Ethereum, the second highest asset by market cap, is not to be outdone. Although it is six years younger than Bitcoin, it has climbed the ladder and passed several altcoins that came before it to claim its current position. While Bitcoin was created with pseudonymous, borderless transactions in mind and has no doubt succeeded in this goal, Ethereum has taken it to the next level. As Bitcoin has grown, it has struggled with transaction overload. Bitcoin only processes 4.6 transactions per second, while Ethereum 1.0 already supports approximately 15 transactions per second. Vitalik Buterin, Ethereum’s creator, indicates that Ethereum 2.0 will support 100,000 per second. This represents a staggering amount of potential as these assets will have gone from lagging behind Visa’s average 1,700 transactions per second to surpassing it by orders of magnitude.
What has given Ethereum its muster is its scalability and greater number of use cases, one the most well-known of these being DeFi (Decentralized Finance), and it is only through the raw horsepower of this level of transaction processing that it can exist. Smart contracts, the main drivers of this paradigm, are self-executing contracts that trigger based when certain conditions of its code are met. This allows funds to be transmitted without the approval of a governing central authority, eliminating the possibility of any potential corruption or control by a human element. Decentralized exchanges, then, such as SushiSwap and Uniswap allow for peer-to-peer lending executed on these smart contracts between users, which can be done seamlessly between countries or across borders without middlemen or other interference.
Because of the lack of a governing authority, though, smart contracts must be airtight and written extremely carefully. On March 5th, Polkadot’s perpetual-future prices on Binance dropped by over 99% before regaining its price completely nearly instantly. However, in this brief time period, approximately $18 million of contracts had changed hands. The crash was caused by one user that put a single stop order which triggered the needle.
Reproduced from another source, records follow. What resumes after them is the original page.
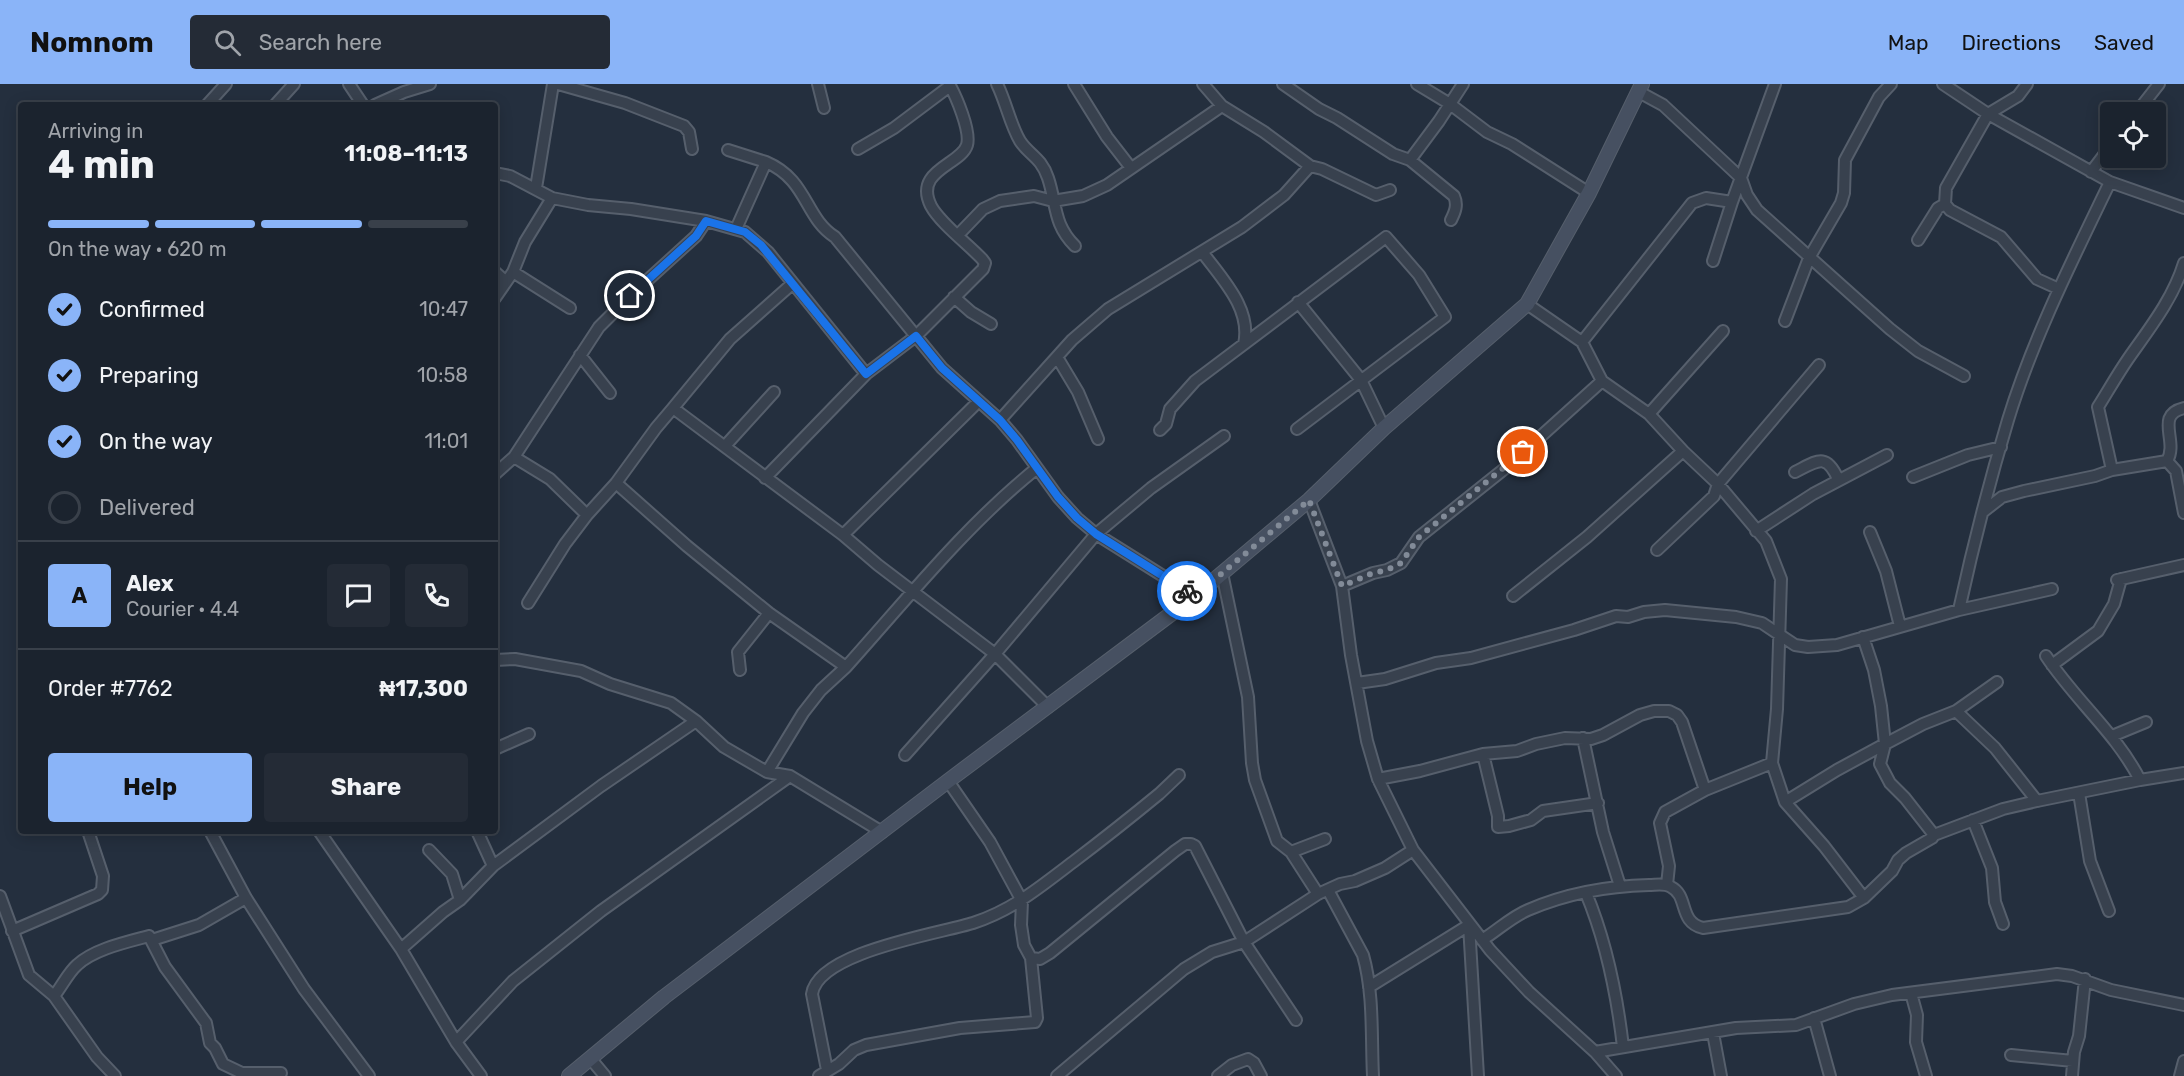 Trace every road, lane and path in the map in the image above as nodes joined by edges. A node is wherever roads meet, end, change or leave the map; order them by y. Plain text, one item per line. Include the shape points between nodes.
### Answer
1 (226, 84) edge
2 (294, 84) edge
3 (349, 84) edge
4 (430, 84) edge
5 (553, 84) edge
6 (558, 84) edge
7 (818, 84) edge
8 (997, 84) edge
9 (1074, 84) edge
10 (1203, 84) edge
11 (1283, 84) edge
12 (1417, 84) edge
13 (1463, 84) edge
14 (1775, 84) edge
15 (1891, 84) edge
16 (1943, 84) edge
17 (2027, 84) edge
18 (2159, 84) edge
19 (949, 85) edge
20 (1641, 88) edge
21 (210, 102) edge
22 (278, 102) edge
23 (361, 102) edge
24 (382, 102) edge
25 (2145, 102) edge
26 (1450, 104) junction
27 (1222, 106) junction
28 (824, 108) dead end
29 (1988, 114) junction
30 (858, 148) dead end
31 (692, 149) dead end
32 (728, 150) dead end
33 (1410, 160) junction
34 (2100, 160) edge
35 (766, 162) junction
36 (1310, 165) junction
37 (1131, 168) junction
38 (2091, 172) junction
39 (498, 174) edge
40 (1741, 178) junction
41 (2110, 182) junction
42 (536, 188) junction
43 (1390, 190) dead end
44 (1589, 193) junction
45 (552, 198) junction
46 (1053, 201) junction
47 (1732, 202) junction
48 (1945, 204) junction
49 (2184, 208) edge
50 (1451, 220) dead end
51 (706, 221) junction
52 (736, 229) junction
53 (958, 235) junction
54 (1918, 240) dead end
55 (1075, 246) dead end
56 (1203, 253) junction
57 (1809, 258) junction
58 (1713, 261) dead end
59 (2184, 263) edge
60 (498, 273) edge
61 (509, 277) junction
62 (2182, 277) edge
63 (792, 284) junction
64 (2058, 289) junction
65 (498, 294) edge
66 (954, 297) junction
67 (1298, 302) junction
68 (1527, 304) junction
69 (570, 308) dead end
70 (1785, 321) dead end
71 (991, 324) dead end
72 (1723, 331) dead end
73 (916, 336) junction
74 (1581, 342) junction
75 (1244, 344) junction
76 (580, 355) junction
77 (1057, 357) junction
78 (1819, 365) dead end
79 (866, 374) junction
80 (1964, 376) dead end
81 (1361, 380) junction
82 (1602, 381) junction
83 (774, 392) dead end
84 (610, 393) dead end
85 (979, 401) junction
86 (673, 408) junction
87 (2184, 408) edge
88 (1649, 414) junction
89 (1000, 420) junction
90 (1383, 428) junction
91 (1297, 429) dead end
92 (1160, 430) dead end
93 (1224, 436) dead end
94 (1098, 439) dead end
95 (725, 446) junction
96 (2001, 447) junction
97 (1683, 451) junction
98 (1887, 455) dead end
99 (514, 457) junction
100 (2168, 461) junction
101 (1037, 468) junction
102 (2112, 470) junction
103 (498, 471) edge
104 (1795, 472) dead end
105 (1913, 477) dead end
106 (765, 478) junction
107 (1839, 479) junction
108 (616, 483) junction
109 (1718, 484) junction
110 (1309, 500) junction
111 (1984, 511) junction
112 (2184, 513) edge
113 (587, 515) junction
114 (1756, 531) junction
115 (1870, 532) dead end
116 (1096, 534) junction
117 (843, 535) junction
118 (1657, 550) dead end
119 (2184, 565) edge
120 (1222, 573) junction
121 (1342, 586) junction
122 (2052, 589) dead end
123 (913, 592) junction
124 (1195, 596) junction
125 (1513, 596) dead end
126 (528, 603) dead end
127 (1959, 610) junction
128 (769, 613) junction
129 (1900, 626) junction
130 (1779, 634) junction
131 (1863, 637) junction
132 (995, 654) junction
133 (498, 660) edge
134 (846, 668) junction
135 (740, 670) dead end
136 (1997, 682) dead end
137 (1357, 683) junction
138 (1048, 708) junction
139 (1956, 711) junction
140 (696, 721) junction
141 (2146, 722) dead end
142 (530, 734) dead end
143 (2112, 736) junction
144 (1583, 738) junction
145 (1885, 744) junction
146 (498, 748) edge
147 (1483, 754) junction
148 (905, 755) dead end
149 (1772, 763) junction
150 (767, 772) junction
151 (2184, 773) edge
152 (1179, 775) dead end
153 (790, 776) junction
154 (1378, 779) junction
155 (2140, 780) junction
156 (948, 781) junction
157 (1705, 790) junction
158 (2079, 794) junction
159 (2037, 801) junction
160 (1785, 802) junction
161 (1598, 803) junction
162 (1974, 820) junction
163 (882, 832) junction
164 (89, 834) edge
165 (212, 834) edge
166 (321, 834) edge
167 (478, 834) edge
168 (1934, 835) junction
169 (1325, 838) dead end
170 (429, 850) dead end
171 (1413, 850) junction
172 (1291, 852) junction
173 (493, 866) junction
174 (1667, 885) junction
175 (1620, 886) junction
176 (1323, 892) junction
177 (1586, 893) junction
178 (0, 896) edge
179 (246, 898) junction
180 (1864, 898) junction
181 (460, 900) junction
182 (1022, 901) junction
183 (2109, 911) dead end
184 (2003, 924) dead end
185 (1469, 925) junction
186 (12, 931) junction
187 (149, 936) junction
188 (1482, 940) junction
189 (1244, 942) junction
190 (401, 949) junction
191 (1031, 957) junction
192 (2085, 979) junction
193 (1370, 987) junction
194 (1911, 993) junction
195 (54, 996) junction
196 (2184, 1005) edge
197 (1814, 1018) junction
198 (1296, 1020) dead end
199 (1713, 1033) junction
200 (456, 1042) junction
201 (1623, 1047) junction
202 (1595, 1052) junction
203 (2011, 1055) dead end
204 (590, 1058) junction
205 (2073, 1061) junction
206 (2184, 1061) edge
207 (281, 1073) dead end
208 (823, 1073) edge
209 (115, 1076) edge
210 (369, 1076) edge
211 (481, 1076) edge
212 (568, 1076) edge
213 (605, 1076) edge
214 (1057, 1076) edge
215 (1218, 1076) edge
216 (1261, 1076) edge
217 (1373, 1076) edge
218 (1478, 1076) edge
219 (1616, 1076) edge
220 (1721, 1076) edge
221 (1830, 1076) edge
222 (1926, 1076) edge
223 (2072, 1076) edge
224 (2180, 1076) edge

1 - 21 street
2 - 22 street
3 - 23 street
4 - 24 street
5 - 42 street
6 - 31 street via 625,103 684,126
7 - 28 street
8 - 46 street via 1020,141 1044,169
9 - 37 street
10 - 27 street
11 - 33 street via 1393,154
12 - 26 street
13 - 26 street
14 - 40 street
15 - 57 street via 1879,97 1845,160 1841,203
16 - 29 street
17 - 29 street via 2018,96
18 - 25 street
19 - 30 street via 894,128
19 - 53 street via 959,107 967,145 936,172 927,195 938,216
20 - 40 street
20 - 44 street
26 - 33 street
26 - 44 street via 1487,132
27 - 36 street
27 - 37 street
29 - 38 street
29 - 48 street via 1946,188
32 - 35 street
33 - 50 street via 1454,196 1456,209
34 - 38 street
35 - 52 street
35 - 73 street via 794,181 825,230 835,237
36 - 43 street via 1376,195
36 - 56 street via 1284,195
37 - 46 street via 1083,196
38 - 41 street
39 - 42 street
40 - 47 street
40 - 57 street via 1757,210
41 - 49 street
41 - 64 street
42 - 45 street
44 - 68 street
45 - 51 street
45 - 61 street
46 - 53 street via 1034,196 1000,201 983,209
46 - 55 street via 1057,221
47 - 58 street
47 - 74 street via 1706,198 1692,203
48 - 54 street via 1938,208
48 - 64 street via 2001,237 2037,279
51 - 52 street
51 - 76 street via 696,236 599,327
52 - 63 street via 761,245
53 - 66 street via 985,263
56 - 75 street via 1244,314
56 - 77 street via 1108,309
57 - 70 street
57 - 80 street via 1918,351
59 - 62 street
60 - 61 street
61 - 65 street
61 - 69 street
62 - 102 street via 2098,407
63 - 79 street
63 - 86 street via 730,339
64 - 96 street
66 - 71 street
66 - 73 street
67 - 75 street
67 - 81 street
67 - 81 street via 1386,237 1419,275 1445,317
68 - 74 street
68 - 90 street
72 - 88 street
73 - 79 street
73 - 85 street via 942,368
74 - 82 street
75 - 92 street via 1195,381 1170,409
76 - 84 street
76 - 99 street
77 - 89 street
77 - 94 street via 1078,392
78 - 109 street
79 - 106 street
81 - 90 street
81 - 91 street
82 - 88 street
82 - 121 street via 1508,466 1419,537 1401,563
83 - 95 street
85 - 89 street
85 - 117 street
86 - 95 street
86 - 108 street
87 - 100 street via 2169,417 2172,450
88 - 97 street
89 - 101 street
90 - 110 street
93 - 116 street via 1151,488
95 - 106 street
96 - 105 street via 1968,455
96 - 111 street
97 - 109 street
97 - 125 street via 1587,537
98 - 107 street
99 - 103 street
99 - 113 street via 550,479
100 - 102 street
100 - 112 street via 2176,471
101 - 116 street via 1058,497
101 - 123 street via 984,515
102 - 111 street via 2002,497
104 - 107 street via 1819,461 1827,462
106 - 117 street
107 - 114 street
108 - 113 street
108 - 128 street
109 - 114 street
109 - 118 street via 1714,496
110 - 120 street
110 - 121 street
111 - 127 street
113 - 126 street
114 - 130 street via 1766,541 1781,579
115 - 129 street via 1886,571
116 - 124 street
116 - 132 street
117 - 123 street
119 - 143 street via 2117,579 2114,604 2098,631 2049,660 2073,694
120 - 124 street
120 - 172 street via 1248,697 1255,780 1277,841
121 - 137 street
122 - 127 street
123 - 132 street
123 - 134 street
124 - 138 street
127 - 129 street
128 - 134 street
128 - 135 street via 738,652
129 - 131 street
130 - 131 street via 1795,645 1808,647 1837,645
130 - 137 street via 1762,623 1736,617 1665,609 1617,616 1471,658
130 - 149 street
131 - 145 street via 1877,688
132 - 138 street
132 - 148 street
133 - 140 street via 581,671 671,703
134 - 150 street via 803,713
136 - 139 street
137 - 154 street
138 - 156 street
139 - 145 street
139 - 159 street via 1995,748
140 - 150 street via 724,747
140 - 173 street
141 - 143 street
142 - 146 street
143 - 155 street
144 - 147 street
144 - 157 street via 1603,735 1640,715 1669,711 1682,722
144 - 161 street
145 - 160 street
145 - 168 street via 1880,764 1890,783
147 - 154 street
147 - 161 street via 1498,827 1531,820 1543,811
149 - 157 street
149 - 160 street
150 - 153 street
151 - 155 street
152 - 182 street
153 - 163 street
153 - 200 street via 601,911 513,981
154 - 171 street
155 - 158 street
156 - 163 street
156 - 182 street via 990,842
157 - 174 street via 1670,808 1661,818 1669,866
158 - 159 street
158 - 183 street via 2090,861
159 - 162 street
160 - 180 street
161 - 175 street
162 - 168 street
162 - 184 street via 1992,868 1995,902
163 - 204 street
164 - 186 street via 103,876 102,890
165 - 179 street
166 - 190 street
167 - 173 street
168 - 180 street via 1906,853
169 - 172 street
170 - 181 street via 452,874
171 - 176 street via 1385,868
171 - 185 street
172 - 176 street
173 - 181 street
174 - 175 street
174 - 180 street via 1680,894 1694,926 1703,928 1848,907
175 - 177 street
176 - 189 street
176 - 193 street via 1363,955
177 - 188 street via 1526,911
177 - 201 street via 1599,926
178 - 186 street
179 - 187 street via 200,925 152,940
179 - 210 street via 304,989
181 - 190 street
182 - 191 street via 1024,945
182 - 208 street via 974,922 866,952 841,962 820,978 812,994
185 - 188 street
185 - 193 street
185 - 218 street
186 - 195 street via 29,975
187 - 195 street via 120,944 78,964
187 - 207 street via 165,967 206,1023 210,1043 223,1064 242,1073
188 - 202 street via 1529,992
189 - 191 street via 1195,846 1185,844 1050,953
189 - 198 street
189 - 214 street via 1212,952 1184,969
190 - 200 street
191 - 208 street via 1035,1022 960,1028 879,1042 854,1050
192 - 194 street via 2057,974
192 - 196 street via 2111,990
192 - 205 street
193 - 217 street
194 - 197 street via 1854,1004
194 - 222 street via 1917,1016 1916,1042
195 - 209 street
197 - 199 street via 1796,1025
197 - 221 street
199 - 201 street
199 - 220 street
200 - 211 street
201 - 202 street
202 - 219 street
203 - 205 street
204 - 212 street
204 - 213 street
205 - 223 street
206 - 224 street
215 - 216 street via 1248,1059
Although the positions of other users were not impacted, it highlights the need for these contracts to be written with all possible failsafes needed to prevent technical errors or the potential exploitation of loopholes. However, because these problems can be worked around, and traditional banking systems have no answer as of yet to mimic such a decentralized systems, they are problems well worth overcoming.
Clearly, the market still has room to grow. With the sudden and massive surge of interest from institutional and retail investors alike, it clearly still has legs – and there are many compelling market indicators that suggest that this will proceed for some time. External factors to consider, though, are a potentially hastening end to the COVID pandemic in the United States, as the White House recently released guidance that all adults may have access to vaccines as soon as the end of May – which could potentially tug in the direction of a pullback as safe havens become a bit less needed. Nevertheless, the market at the moment is quite strong, with institutional and retail investors supporting each other, with significant positive sentiment regarding potential new all time highs, and strong market fundamentals giving it the strength it needs to go forward.